Seattle, 23:30 Thursday 2 Dec 1999

Donald Galt galtfd at att.net
Fri Dec 3 03:49:34 EST 1999


I managed to get downtown today for the first time this week. It was strange.

Getting there was difficult enough. Because of yet another protest march, 
buses were turned around at the edge of the city. From my north end home 
I got to Capitol Hill, expecting to head down Madison Street on one of the 
several trolley lines re-routed that way. But instead, my 7 headed south 
toward Rainier Valley as if it were a 9, so I changed to a likewise re-routed 3 
which got me as far as 5th and Jackson at the south end of town. At least 
the tunnel was in operation, so I walked across the street to International 
District station and caught a duobus north to Westlake.

Emerging into the sunlight (we do have that occasionally, even in November) 
I was greeted by modest crowds, windows still boarded up (some of them 
precautionary, not replacing broken glass) and a subdued atmosphere in 
what should have been a bustling square. And police everywhere.

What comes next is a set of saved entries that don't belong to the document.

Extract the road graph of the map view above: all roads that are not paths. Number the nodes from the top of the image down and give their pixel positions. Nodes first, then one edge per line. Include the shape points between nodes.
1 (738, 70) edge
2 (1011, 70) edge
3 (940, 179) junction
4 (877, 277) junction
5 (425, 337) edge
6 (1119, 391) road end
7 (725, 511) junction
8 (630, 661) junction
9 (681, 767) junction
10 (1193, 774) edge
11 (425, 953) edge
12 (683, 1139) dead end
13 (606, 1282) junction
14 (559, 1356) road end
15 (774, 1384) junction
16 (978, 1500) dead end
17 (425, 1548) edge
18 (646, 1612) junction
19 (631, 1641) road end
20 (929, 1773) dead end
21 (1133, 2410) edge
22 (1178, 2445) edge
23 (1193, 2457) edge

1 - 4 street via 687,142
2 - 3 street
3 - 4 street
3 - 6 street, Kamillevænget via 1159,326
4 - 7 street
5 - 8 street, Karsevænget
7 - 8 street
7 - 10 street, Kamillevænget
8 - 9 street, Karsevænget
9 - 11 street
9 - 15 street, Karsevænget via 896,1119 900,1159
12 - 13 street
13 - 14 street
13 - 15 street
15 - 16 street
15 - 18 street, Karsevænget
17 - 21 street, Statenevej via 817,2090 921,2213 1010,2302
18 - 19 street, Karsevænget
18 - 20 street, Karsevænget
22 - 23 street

Seattle has been held hostage not only by the window-smashing anarchists 
- that was only Tuesday night - but by well-financed, tightly-trained, slickly-
spoken non-violent activist groups like the Ruckus Society, adept at 
creating incidents and provoking reaction. Protest groups were given ample 
opportunity to make their point on Tuesday, but some of them came here to 
make a splash, shouting "constitutional rights" with little regard for my right 
to go about my city. They have certainly found willing allies among the 
locals, but the continuing unrest has not been entirely spontaneous. If the 
police have made mistakes, they will be held accountable. But it's a 
perversion to blame all this, as they have largely managed to do, on the 
cops. And blaming it on WTO (what do these flat-earthers think is going to 
be accomplished by destroying world trade talks?) is like blaming a woman 
with a certain reputation for all the rapes that are happening around town.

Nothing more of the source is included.